No.9533 ロッソスカルラット
今日は待ちに待った結婚式。
ウェディングドレスは一緒に選んだが、先程挙げた挙式の時も「綺麗だ」と思い扉が開いた瞬間口元が緩んでしまった。
滞りなく式は進み次は披露宴。
オープニングムービーやら、友人からの挨拶やら、両親への手紙やらが終わりお色直しへ。
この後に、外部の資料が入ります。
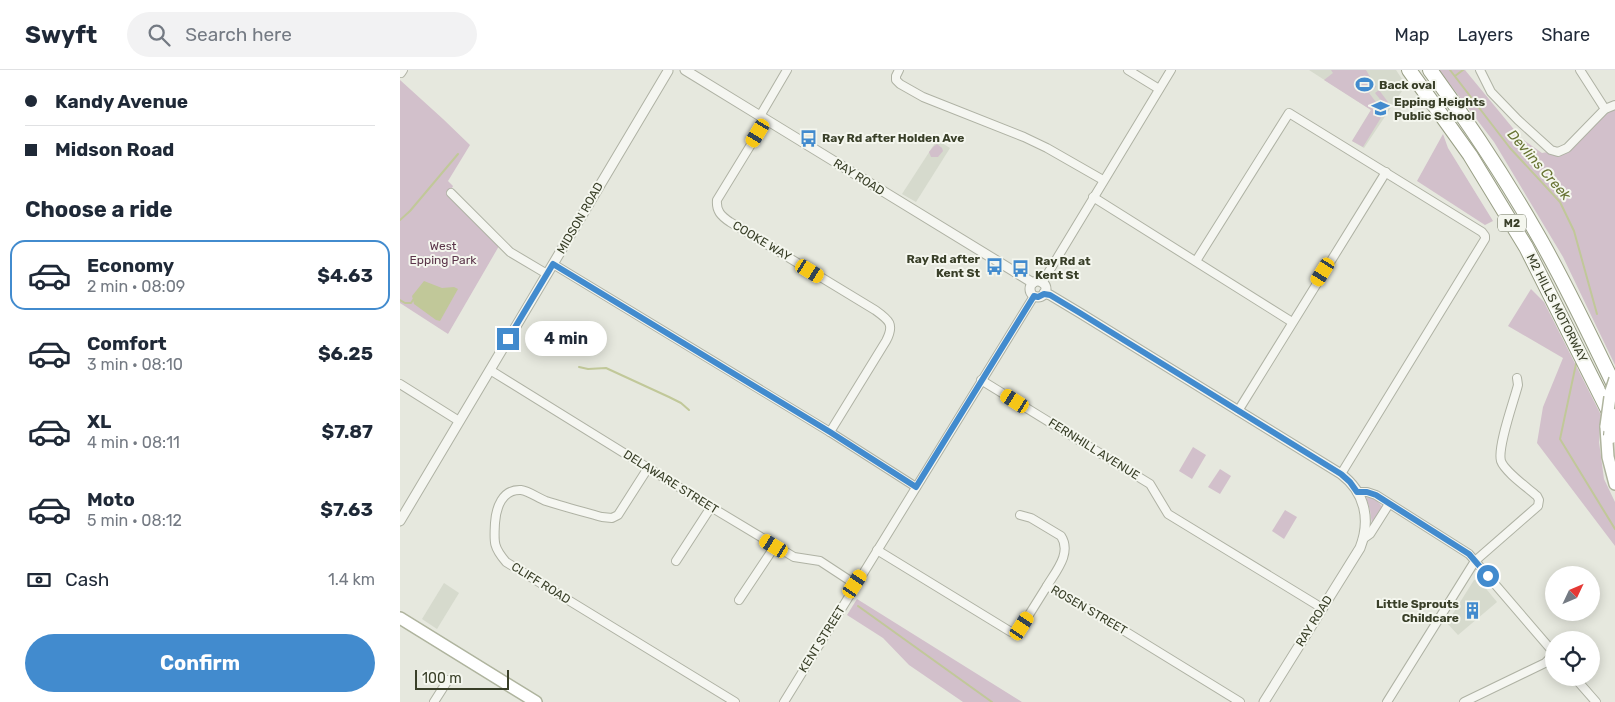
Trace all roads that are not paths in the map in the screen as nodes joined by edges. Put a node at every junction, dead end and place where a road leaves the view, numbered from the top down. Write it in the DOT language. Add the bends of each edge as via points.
graph roads {
  1 [pos="671,70"];
  2 [pos="685,70"];
  3 [pos="787,70"];
  4 [pos="899,70"];
  5 [pos="1128,70"];
  6 [pos="1171,70"];
  7 [pos="1409,70"];
  8 [pos="1430,70"];
  9 [pos="1480,70"];
  10 [pos="1580,70"];
  11 [pos="1158,89"];
  12 [pos="1615,105"];
  13 [pos="1606,109"];
  14 [pos="763,118"];
  15 [pos="1386,172"];
  16 [pos="1103,180"];
  17 [pos="451,193"];
  18 [pos="1093,197"];
  19 [pos="1196,260"];
  20 [pos="553,264"];
  21 [pos="547,274"];
  22 [pos="1037,283"];
  23 [pos="1044,294"];
  24 [pos="1034,296"];
  25 [pos="1292,322"];
  26 [pos="490,370"];
  27 [pos="1517,378"];
  28 [pos="1615,378"];
  29 [pos="982,380"];
  30 [pos="400,384"];
  31 [pos="1615,387"];
  32 [pos="1615,400"];
  33 [pos="1238,410"];
  34 [pos="459,421"];
  35 [pos="830,432"];
  36 [pos="1610,433"];
  37 [pos="648,468"];
  38 [pos="1341,474"];
  39 [pos="1615,484"];
  40 [pos="916,487"];
  41 [pos="1357,492"];
  42 [pos="1389,504"];
  43 [pos="711,507"];
  44 [pos="1020,515"];
  45 [pos="400,521"];
  46 [pos="1363,539"];
  47 [pos="774,546"];
  48 [pos="877,550"];
  49 [pos="676,561"];
  50 [pos="1475,561"];
  51 [pos="855,584"];
  52 [pos="1047,586"];
  53 [pos="739,600"];
  54 [pos="1322,608"];
  55 [pos="400,618"];
  56 [pos="1545,643"];
  57 [pos="1545,663"];
  58 [pos="448,680"];
  59 [pos="1582,686"];
  60 [pos="434,702"];
  61 [pos="536,702"];
  62 [pos="734,702"];
  63 [pos="784,702"];
  64 [pos="1240,702"];
  65 [pos="1264,702"];
  66 [pos="1387,702"];
  67 [pos="1464,702"];
  68 [pos="1596,702"];
  1 -- 20 [label="street, MIDSON ROAD"];
  2 -- 14 [label="street, RAY ROAD"];
  3 -- 14 [label="street"];
  4 -- 16 [label="street" via="896,80 923,97 1024,137"];
  5 -- 11 [label="street"];
  6 -- 11 [label="street"];
  7 -- 36 [label="highway, M2 HILLS MOTORWAY / M2" via="1462,143 1526,247"];
  8 -- 31 [label="highway, M2 HILLS MOTORWAY / M2" via="1480,140 1536,232"];
  9 -- 13 [label="street" via="1491,92 1551,150 1558,152 1567,148"];
  10 -- 13 [label="street"];
  11 -- 16 [label="street"];
  12 -- 13 [label="street"];
  14 -- 22 [label="street, RAY ROAD"];
  14 -- 35 [label="street, COOKE WAY" via="717,200 716,206 722,217 875,310 891,325 890,334"];
  15 -- 19 [label="street" via="1289,113"];
  15 -- 25 [label="street"];
  15 -- 38 [label="street" via="1482,232 1485,239"];
  16 -- 18 [label="street"];
  17 -- 21 [label="street" via="510,252"];
  18 -- 19 [label="street"];
  18 -- 22 [label="street"];
  19 -- 25 [label="street"];
  20 -- 21 [label="street, MIDSON ROAD"];
  20 -- 35 [label="street"];
  21 -- 26 [label="street, MIDSON ROAD"];
  22 -- 23 [label="street" via="1045,286"];
  22 -- 24 [label="street" via="1030,290"];
  23 -- 24 [label="street"];
  23 -- 33 [label="street, RAY ROAD"];
  24 -- 29 [label="street, KENT STREET"];
  25 -- 33 [label="street"];
  26 -- 34 [label="street, MIDSON ROAD"];
  26 -- 37 [label="street, DELAWARE STREET"];
  27 -- 50 [label="street" via="1501,461 1537,496 1539,503"];
  28 -- 36 [label="main road, bridge" via="1610,397"];
  29 -- 40 [label="street, KENT STREET"];
  29 -- 54 [label="street, FERNHILL AVENUE" via="1150,484 1168,514"];
  30 -- 34 [label="street"];
  32 -- 36 [label="highway, bridge"];
  33 -- 38 [label="street, RAY ROAD"];
  34 -- 45 [label="street, MIDSON ROAD"];
  35 -- 40 [label="street"];
  36 -- 39 [label="main road" via="1608,456"];
  37 -- 43 [label="street, DELAWARE STREET"];
  37 -- 62 [label="street, CLIFF ROAD" via="618,515 612,518 521,490 509,493 502,498 498,508 494,542 497,552 506,562"];
  38 -- 41 [label="street, RAY ROAD"];
  40 -- 48 [label="street, KENT STREET"];
  41 -- 42 [label="street" via="1372,493"];
  41 -- 46 [label="street, RAY ROAD" via="1364,506 1366,521"];
  42 -- 46 [label="street, RAY ROAD" via="1370,534"];
  42 -- 50 [label="street" via="1469,554"];
  43 -- 47 [label="street, DELAWARE STREET"];
  43 -- 49 [label="street"];
  44 -- 52 [label="street" via="1031,518 1063,540 1064,557"];
  46 -- 54 [label="street, RAY ROAD"];
  47 -- 51 [label="street, DELAWARE STREET" via="794,557 820,561"];
  47 -- 53 [label="street"];
  48 -- 51 [label="street, KENT STREET"];
  48 -- 52 [label="street, ROSEN STREET" via="1011,632 1017,632 1022,626"];
  50 -- 56 [label="street"];
  50 -- 66 [label="street"];
  51 -- 63 [label="street, KENT STREET"];
  52 -- 64 [label="street, ROSEN STREET"];
  54 -- 65 [label="street, RAY ROAD"];
  55 -- 61 [label="main road"];
  57 -- 67 [label="street"];
  58 -- 60 [label="street"];
  59 -- 68 [label="street"];
}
妻のお色直しのドレスは当日のサプライズということで知らされていない。
だが、青が好きな妻だ。
きっと青系をチョイスするだろう。
高まる期待の中、ドアが開き妻とご対面。
え。
そっち。なの。
え。きれいだ。
今すぐにでも抱きしめたいところだが、
ここは妻の見せ場、
皆が注目しているのは主役である妻なのだ。
2人で席まで向かい。ケーキカットの準備に移る際、
「その色のチョイスは頭になかったから驚いたよ。青系だと思った。」
「そうでしょう。でもね、小さい頃から赤のドレスを着るって決めてたの。」
「よく似合ってるよ。綺麗だ。」
「ありがとう。」
こんな短いやり取りで、妻と初めて会った日のことを思い出した。
夏休み明け、初めて見る他学科の学生も多い講義を取った。同じ講義を取っていて、友達が多い妻だったので割と目につく集団にいた。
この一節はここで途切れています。